Appendix C: Sampling 2D hGMRF

A sample of a zero-mean 2D hGMRF u of dimension N × M with precision $C (Q)$ can be obtained from a sample of white Gaussian noise w of the same dimension, by computing

u = F D {(\sqrt{\tilde{Q}})}^{- 1} F^{†} w,

(15)

That is, compute the DFT of the noise, divide (element-wise) by the square root of the DFT of the desired generating kernel, $\tilde{Q}$ , and then invert the DFT. A similar algorithm has been used for texture synthesis [49] as well as for Monte Carlo sampling for image restoration [50].
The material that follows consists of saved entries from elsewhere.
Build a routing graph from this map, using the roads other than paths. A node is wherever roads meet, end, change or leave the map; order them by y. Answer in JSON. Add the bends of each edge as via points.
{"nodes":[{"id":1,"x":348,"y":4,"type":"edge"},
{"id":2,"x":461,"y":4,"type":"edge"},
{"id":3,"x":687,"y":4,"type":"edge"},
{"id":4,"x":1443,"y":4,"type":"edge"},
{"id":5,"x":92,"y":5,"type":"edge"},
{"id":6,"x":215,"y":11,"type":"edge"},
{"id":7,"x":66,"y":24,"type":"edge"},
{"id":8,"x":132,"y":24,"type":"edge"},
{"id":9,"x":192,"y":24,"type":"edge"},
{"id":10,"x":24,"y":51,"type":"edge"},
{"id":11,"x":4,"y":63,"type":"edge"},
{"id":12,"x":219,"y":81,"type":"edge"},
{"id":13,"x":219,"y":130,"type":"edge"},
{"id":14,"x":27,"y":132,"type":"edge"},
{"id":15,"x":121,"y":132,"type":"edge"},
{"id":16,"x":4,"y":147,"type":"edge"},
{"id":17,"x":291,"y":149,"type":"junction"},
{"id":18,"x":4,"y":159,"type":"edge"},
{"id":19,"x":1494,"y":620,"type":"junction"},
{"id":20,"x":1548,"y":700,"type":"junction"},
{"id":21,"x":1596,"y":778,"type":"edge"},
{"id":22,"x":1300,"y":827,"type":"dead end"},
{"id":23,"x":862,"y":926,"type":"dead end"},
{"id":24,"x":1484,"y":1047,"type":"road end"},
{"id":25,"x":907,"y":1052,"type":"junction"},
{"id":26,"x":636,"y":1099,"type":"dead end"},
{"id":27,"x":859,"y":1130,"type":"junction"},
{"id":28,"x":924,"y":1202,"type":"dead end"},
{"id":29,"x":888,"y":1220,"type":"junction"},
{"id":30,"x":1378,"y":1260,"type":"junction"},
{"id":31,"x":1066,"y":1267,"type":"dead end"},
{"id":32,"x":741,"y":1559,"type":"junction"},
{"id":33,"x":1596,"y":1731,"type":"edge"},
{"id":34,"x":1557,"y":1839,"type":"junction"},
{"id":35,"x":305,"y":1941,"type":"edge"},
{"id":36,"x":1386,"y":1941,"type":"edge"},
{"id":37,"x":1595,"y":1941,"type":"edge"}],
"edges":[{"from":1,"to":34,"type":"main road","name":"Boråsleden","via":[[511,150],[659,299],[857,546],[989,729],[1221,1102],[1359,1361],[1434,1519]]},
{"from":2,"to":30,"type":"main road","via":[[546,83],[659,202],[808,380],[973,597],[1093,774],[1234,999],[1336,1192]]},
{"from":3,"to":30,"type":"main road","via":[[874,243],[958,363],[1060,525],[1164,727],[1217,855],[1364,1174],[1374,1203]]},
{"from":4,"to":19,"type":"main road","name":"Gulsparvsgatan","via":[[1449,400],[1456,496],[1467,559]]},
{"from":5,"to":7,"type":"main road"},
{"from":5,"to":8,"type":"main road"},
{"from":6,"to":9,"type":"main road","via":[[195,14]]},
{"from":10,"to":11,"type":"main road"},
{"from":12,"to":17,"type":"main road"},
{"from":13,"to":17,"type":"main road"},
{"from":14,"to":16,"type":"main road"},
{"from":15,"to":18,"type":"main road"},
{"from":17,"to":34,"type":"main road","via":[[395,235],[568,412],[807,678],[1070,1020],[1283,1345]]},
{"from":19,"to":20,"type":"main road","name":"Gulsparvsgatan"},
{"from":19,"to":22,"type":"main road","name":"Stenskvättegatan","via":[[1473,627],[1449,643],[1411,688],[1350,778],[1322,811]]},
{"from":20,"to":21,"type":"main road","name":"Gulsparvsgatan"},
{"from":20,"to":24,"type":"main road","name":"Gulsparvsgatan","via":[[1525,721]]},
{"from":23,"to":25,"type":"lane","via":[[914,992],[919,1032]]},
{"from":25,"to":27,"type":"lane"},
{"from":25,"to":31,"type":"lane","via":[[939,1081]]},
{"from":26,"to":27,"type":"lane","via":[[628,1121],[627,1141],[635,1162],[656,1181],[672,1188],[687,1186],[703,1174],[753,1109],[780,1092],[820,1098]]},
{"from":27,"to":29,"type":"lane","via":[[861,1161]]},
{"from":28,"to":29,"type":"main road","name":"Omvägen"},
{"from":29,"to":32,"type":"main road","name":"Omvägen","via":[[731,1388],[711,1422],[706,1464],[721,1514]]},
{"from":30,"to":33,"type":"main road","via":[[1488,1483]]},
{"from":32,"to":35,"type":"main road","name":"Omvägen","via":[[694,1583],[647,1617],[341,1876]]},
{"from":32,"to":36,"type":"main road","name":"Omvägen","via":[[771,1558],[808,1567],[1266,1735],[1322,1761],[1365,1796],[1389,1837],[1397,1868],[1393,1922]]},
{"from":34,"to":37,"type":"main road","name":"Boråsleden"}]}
It is easy to verify that the resulting MRF has the desired covariance structure:

\begin{matrix} E ({uu}^{T}) & = E [F D {(\sqrt{\tilde{Q}})}^{- 1} F^{†} {ww}^{T} F^{†} D {(\sqrt{\tilde{Q}})}^{- 1} F] \\ = F D {(\sqrt{\tilde{Q}})}^{- 1} F^{†} E ({ww}^{T}) F^{†} D {(\sqrt{\tilde{Q}})}^{- 1} F \\ = F D {(\tilde{Q})}^{- 1} F^{†} = C {(Q)}^{- 1}, \end{matrix}

where we have used the Hermitian property of matrix F and the fact that E(ww^T) = I.

Footnotes

Circular boundary handling is assumed in the definition of hGMRF. As the dimensionality of the random field increases, the boundary handling is less influential in the computation.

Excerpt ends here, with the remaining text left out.